Yang drives the memoir with compassion toward her immigrant parents. At nine, she felt her world turn over. But in retrospect, she cannot imagine her parents’ feelings, she said.
“I can’t even imagine what my parents were thinking, dragging two kids to a place they knew nothing about, abandoning everything they knew, their support systems, their jobs, to completely start over at the bottom of the rung.”
While Yang was attempting to tackle the English language for the first time, she said she also was forced to reckon with the changes she witnessed her parents experiencing. In South Korea, she described her father as “the life of the party” who “always knew what to do.” But the instability of immigration drove him into fear.
“He became terrifying, he showed that anger, but it became a whole other thing once we moved to the States because also when we moved to Phoenix eventually we were pretty isolated,” Yang explained. “In other places we would have had a lease, a little bit of a support system, but we were on our own in Phoenix.”
Yang shared how some of her earliest memories dealt with body image issues. In one passage, Yang recounts her father taking away a plate of rice at mealtime because she was “getting too fat”.
“I was like seven years old, so I was just called Xiaopang and so was my dad,” Yang said. “He was called Xiaopang, which means a little fatty…. As long as I can remember, I had this label of fat.”
In college, Yang found an Asian American community. As Yang got to know her friends’ parents, she began to realize that she’d been conditioned to think her experiences were just a way of being Chinese American but not the only way, Yang said.
“The domestic violence is not part of every family, and not every parent just sees you as an extension of themselves,” Yang said. “I just felt such turmoil when I met these other Asian Americans, and I’m like, there’s another way.”
Much of Yang’s life changed when she immigrated to the United States, and she’s thought about how her life might be different if her family had never left South Korea. There’s no question that her life would’ve unfolded differently, but she said she recognizes that while the U.S. is far from perfect, cultural progression in East Asia is much slower.
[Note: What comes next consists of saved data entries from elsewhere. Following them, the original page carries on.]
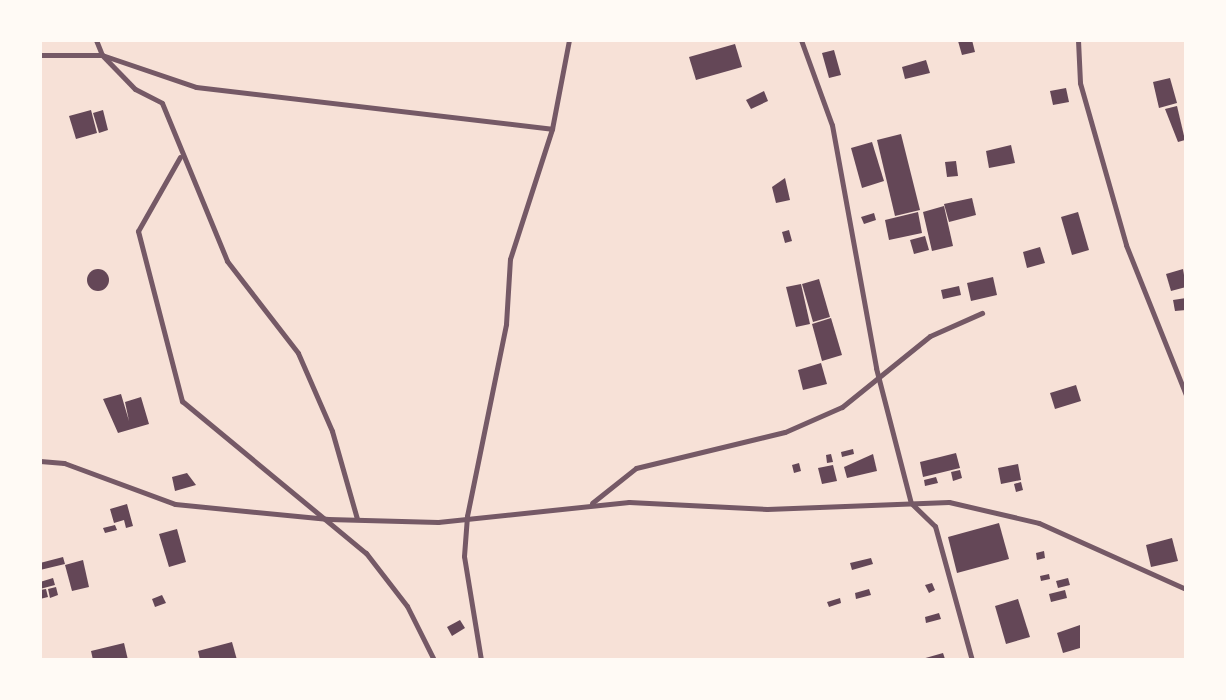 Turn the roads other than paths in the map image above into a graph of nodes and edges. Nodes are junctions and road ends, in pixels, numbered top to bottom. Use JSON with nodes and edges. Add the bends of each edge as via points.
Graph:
{"nodes":[{"id":1,"x":96,"y":40,"type":"edge"},
{"id":2,"x":569,"y":40,"type":"edge"},
{"id":3,"x":801,"y":40,"type":"edge"},
{"id":4,"x":1078,"y":40,"type":"edge"},
{"id":5,"x":40,"y":55,"type":"edge"},
{"id":6,"x":102,"y":55,"type":"junction"},
{"id":7,"x":552,"y":129,"type":"junction"},
{"id":8,"x":180,"y":157,"type":"junction"},
{"id":9,"x":982,"y":313,"type":"dead end"},
{"id":10,"x":878,"y":377,"type":"junction"},
{"id":11,"x":1186,"y":395,"type":"edge"},
{"id":12,"x":40,"y":461,"type":"edge"},
{"id":13,"x":911,"y":503,"type":"junction"},
{"id":14,"x":590,"y":504,"type":"junction"},
{"id":15,"x":467,"y":516,"type":"junction"},
{"id":16,"x":328,"y":519,"type":"junction"},
{"id":17,"x":357,"y":519,"type":"junction"},
{"id":18,"x":1186,"y":589,"type":"edge"},
{"id":19,"x":434,"y":660,"type":"edge"},
{"id":20,"x":481,"y":660,"type":"edge"},
{"id":21,"x":972,"y":660,"type":"edge"}],
"edges":[{"from":1,"to":6,"type":"street"},
{"from":2,"to":7,"type":"street"},
{"from":3,"to":10,"type":"street","via":[[832,125]]},
{"from":4,"to":11,"type":"street","via":[[1080,83],[1126,245]]},
{"from":5,"to":6,"type":"street"},
{"from":6,"to":7,"type":"street","via":[[196,87]]},
{"from":6,"to":8,"type":"street","via":[[135,89],[162,103]]},
{"from":7,"to":15,"type":"street","via":[[510,259],[506,324]]},
{"from":8,"to":16,"type":"street","via":[[138,231],[182,401]]},
{"from":8,"to":17,"type":"street","via":[[227,261],[298,353],[332,431]]},
{"from":9,"to":10,"type":"street","via":[[930,335]]},
{"from":10,"to":13,"type":"street"},
{"from":10,"to":14,"type":"street","via":[[842,407],[785,432],[636,468]]},
{"from":12,"to":16,"type":"street","via":[[64,463],[176,504]]},
{"from":13,"to":14,"type":"street","via":[[767,509]]},
{"from":13,"to":18,"type":"street","via":[[950,502],[1039,523]]},
{"from":13,"to":21,"type":"street","via":[[935,526]]},
{"from":14,"to":15,"type":"street"},
{"from":15,"to":17,"type":"street"},
{"from":15,"to":20,"type":"street","via":[[464,556]]},
{"from":16,"to":17,"type":"street"},
{"from":16,"to":19,"type":"street","via":[[366,553],[407,606]]}]} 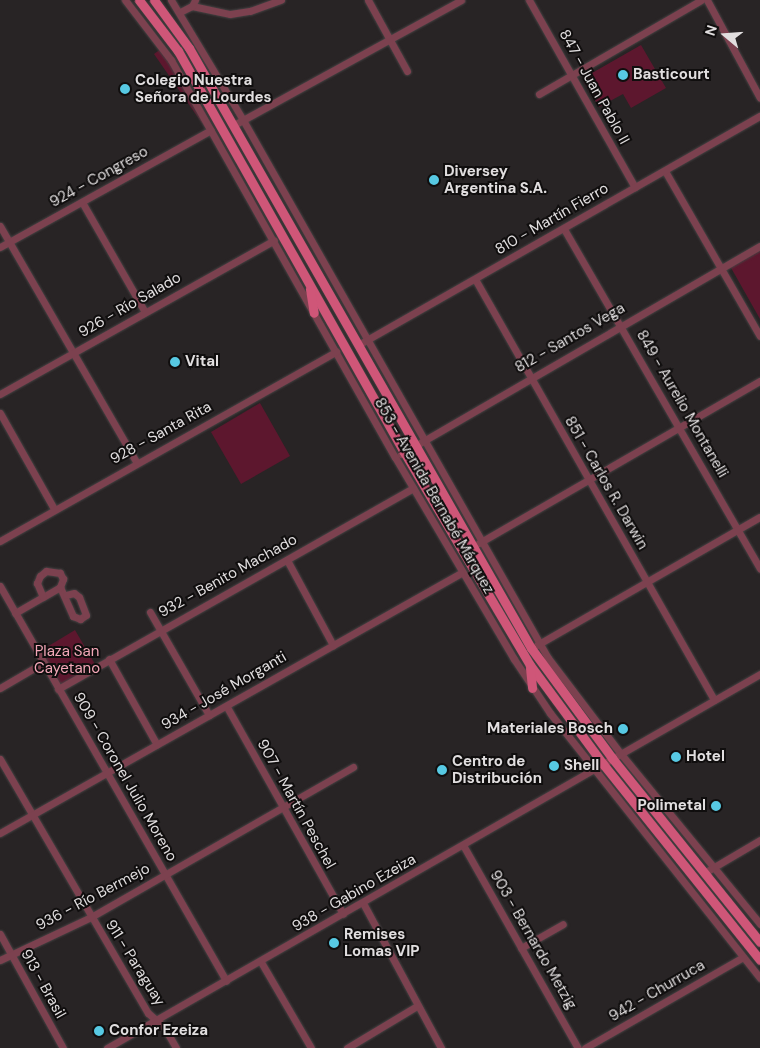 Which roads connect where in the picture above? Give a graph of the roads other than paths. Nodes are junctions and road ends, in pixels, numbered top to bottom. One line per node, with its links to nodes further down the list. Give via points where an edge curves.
1 (125, 0): 21 (street, 853 - Avenida Bernabé Márquez, via 156,37)
2 (139, 0): 33 (main road, 853 - Avenida Bernabé Márquez, via 178,51)
3 (154, 0): 20 (main road, 853 - Avenida Bernabé Márquez, via 189,48)
4 (171, 0): 12 (street, 853 - Avenida Bernabé Márquez)
5 (281, 0): 11 (street, via 230,14)
6 (368, 0): 13 (street)
7 (461, 0): 13 (street)
8 (530, 0): 15 (street, 847 - Juan Pablo II)
9 (701, 0): 15 (street)
10 (707, 0): 17 (street)
11 (194, 3): 12 (street)
12 (180, 12): 19 (street, 853 - Avenida Bernabé Márquez)
13 (389, 38): 14 (street); 19 (street)
14 (407, 71)
15 (572, 75): 16 (street); 23 (street, 847 - Juan Pablo II)
16 (540, 94)
17 (760, 98)
18 (760, 116): 22 (street, 810 - Martín Fierro)
19 (243, 120): 20 (street); 38 (street, 853 - Avenida Bernabé Márquez)
20 (234, 125): 39 (main road, 853 - Avenida Bernabé Márquez)
21 (211, 130): 24 (street, 924 - Congreso); 27 (street, 853 - Avenida Bernabé Márquez)
22 (665, 171): 23 (street, 810 - Martín Fierro); 31 (street)
23 (635, 187): 26 (street, 810 - Martín Fierro)
24 (82, 202): 28 (street, 924 - Congreso); 34 (street)
25 (0, 226): 28 (street)
26 (564, 229): 32 (street, 810 - Martín Fierro); 36 (street, 849 - Aurelio Montanelli)
27 (274, 240): 34 (street, 926 - Río Salado); 35 (street, 853 - Avenida Bernabé Márquez)
28 (9, 242): 30 (street, 924 - Congreso); 41 (street)
29 (760, 246): 31 (street, 812 - Santos Vega)
30 (0, 247)
31 (722, 268): 36 (street, 812 - Santos Vega); 37 (street)
32 (475, 279): 38 (street, 810 - Martín Fierro); 42 (street, 851 - Carlos R. Darwin)
33 (310, 284): 35 (main road); 49 (main road, 853 - Avenida Bernabé Márquez)
34 (145, 312): 41 (street, 926 - Río Salado)
35 (314, 314): 40 (street, 853 - Avenida Bernabé Márquez)
36 (619, 325): 42 (street, 812 - Santos Vega); 46 (street, 849 - Aurelio Montanelli)
37 (760, 336)
38 (367, 340): 39 (street, 810 - Martín Fierro); 47 (street, 853 - Avenida Bernabé Márquez)
39 (358, 345): 48 (main road, 853 - Avenida Bernabé Márquez)
40 (336, 352): 50 (street, 853 - Avenida Bernabé Márquez); 51 (street, 928 - Santa Rita)
41 (73, 353): 44 (street, 926 - Río Salado); 51 (street)
42 (530, 376): 47 (street, 812 - Santos Vega); 52 (street, 851 - Carlos R. Darwin)
43 (760, 381): 46 (street)
44 (0, 394)
45 (0, 413): 54 (street)
46 (680, 427): 52 (street); 56 (street, 849 - Aurelio Montanelli)
47 (424, 440): 48 (street, 812 - Santos Vega); 58 (street, 853 - Avenida Bernabé Márquez)
48 (415, 446): 49 (street, 812 - Santos Vega); 59 (main road, 853 - Avenida Bernabé Márquez)
49 (404, 452): 50 (street, 812 - Santos Vega); 75 (main road, 853 - Avenida Bernabé Márquez)
50 (395, 458): 53 (street, 853 - Avenida Bernabé Márquez)
51 (136, 462): 54 (street, 928 - Santa Rita)
52 (588, 479): 58 (street); 63 (street, 851 - Carlos R. Darwin)
53 (413, 488): 60 (street, 932 - Benito Machado); 62 (street, 853 - Avenida Bernabé Márquez)
54 (54, 509): 57 (street, 928 - Santa Rita)
55 (760, 516): 56 (street)
56 (738, 529): 61 (street, 849 - Aurelio Montanelli); 63 (street)
57 (0, 540)
58 (482, 542): 59 (street); 72 (street, 853 - Avenida Bernabé Márquez)
59 (472, 547): 72 (main road, 853 - Avenida Bernabé Márquez)
60 (287, 560): 70 (street, 932 - Benito Machado); 71 (street)
61 (760, 568)
62 (461, 573): 71 (street, 934 - José Morganti); 78 (street, 853 - Avenida Bernabé Márquez)
63 (647, 581): 72 (street); 80 (street, 851 - Carlos R. Darwin)
64 (0, 586): 69 (street, 909 - Coronel Julio Moreno)
65 (60, 587): 66 (street); 67 (street); 67 (street, via 63,579 60,573 43,573 37,583)
66 (66, 595)
67 (43, 597): 69 (street)
68 (150, 612): 70 (street)
69 (15, 613): 74 (street, 909 - Coronel Julio Moreno)
70 (160, 630): 73 (street, 932 - Benito Machado); 82 (street)
71 (333, 645): 81 (street, 934 - José Morganti)
72 (536, 646): 84 (main road, 853 - Avenida Bernabé Márquez)
73 (109, 659): 79 (street, 932 - Benito Machado); 83 (street)
74 (43, 663): 77 (street); 79 (street, 909 - Coronel Julio Moreno)
75 (530, 665): 78 (main road); 86 (main road, 853 - Avenida Bernabé Márquez)
76 (760, 674): 80 (street, 938 - Gabino Ezeiza)
77 (0, 688)
78 (532, 688): 88 (street, 853 - Avenida Bernabé Márquez)
79 (58, 689): 89 (street, 909 - Coronel Julio Moreno)
80 (714, 700): 84 (street, 938 - Gabino Ezeiza)
81 (226, 706): 82 (street, 934 - José Morganti); 90 (street, 907 - Martín Peschel)
82 (209, 716): 83 (street, 934 - José Morganti)
83 (157, 745): 89 (street, 934 - José Morganti)
84 (617, 756): 86 (street, 938 - Gabino Ezeiza); 95 (street, 853 - Avenida Bernabé Márquez); 96 (main road, 853 - Avenida Bernabé Márquez)
85 (0, 759): 91 (street, 911 - Paraguay)
86 (603, 764): 88 (street, 938 - Gabino Ezeiza); 109 (main road, 853 - Avenida Bernabé Márquez)
87 (353, 767): 90 (street, 936 - Río Bermejo)
88 (594, 768): 94 (street, 938 - Gabino Ezeiza); 107 (street, 853 - Avenida Bernabé Márquez)
89 (107, 772): 91 (street, 934 - José Morganti); 97 (street, 909 - Coronel Julio Moreno)
90 (282, 808): 97 (street, 936 - Río Bermejo); 99 (street, 907 - Martín Peschel)
91 (32, 815): 92 (street, 934 - José Morganti); 100 (street, 911 - Paraguay)
92 (0, 833)
93 (760, 840): 95 (street)
94 (463, 845): 98 (street, 938 - Gabino Ezeiza); 105 (street, 903 - Bernardo Metzig)
95 (714, 866): 96 (street); 102 (street, 853 - Avenida Bernabé Márquez)
96 (704, 873): 104 (main road, 853 - Avenida Bernabé Márquez)
97 (166, 875): 100 (street, 936 - Río Bermejo); 112 (street, 909 - Coronel Julio Moreno)
98 (363, 904): 99 (street, 938 - Gabino Ezeiza); 113 (street)
99 (343, 914): 110 (street, 938 - Gabino Ezeiza)
100 (90, 917): 106 (street, 936 - Río Bermejo); 114 (street, 911 - Paraguay, via 148,1014)
101 (563, 924): 105 (street)
102 (760, 924)
103 (0, 934): 106 (street, 913 - Brasil)
104 (760, 942)
105 (521, 948): 121 (street, 903 - Bernardo Metzig)
106 (11, 954): 108 (street, 936 - Río Bermejo); 115 (street, 913 - Brasil)
107 (743, 957): 111 (street, 853 - Avenida Bernabé Márquez); 122 (street, 942 - Churruca)
108 (0, 960)
109 (760, 960)
110 (261, 962): 112 (street, 938 - Gabino Ezeiza); 118 (street)
111 (760, 978)
112 (226, 981): 114 (street, 938 - Gabino Ezeiza)
113 (416, 1006): 119 (street); 120 (street)
114 (156, 1020): 116 (street, 938 - Gabino Ezeiza); 117 (street, 911 - Paraguay)
115 (63, 1048)
116 (107, 1048)
117 (176, 1048)
118 (311, 1048)
119 (347, 1048)
120 (441, 1048)
121 (578, 1048)
122 (585, 1048)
“I think if I did still have my same bipolar disorder, my life would have been a lot harder,” Yang said. “I don’t think I would have had the same access to care. The stigma from society would have been much stronger.”
In her memoir, Yang unravels for the reader the way the cultural norms that her parents held onto were decades outdated.
“It wasn’t until much later that I realized my parents, what they hold onto, is … far outdated,” Yang said. “It’s decades outdated because they immigrated in 1990 and Korea has made progress.

Courtesy of Michelle Yang.
In this coming of age story, Yang manages to tackle the broaders themes of trauma, immigration and belonging into a heartfelt narrative anyone can empathize with.
Yang’s memoir was released May 6. The Ann Arbor District Library will host a book launch, which will include a book reading, discussion on healing through art and signing on May 29 at 6pm.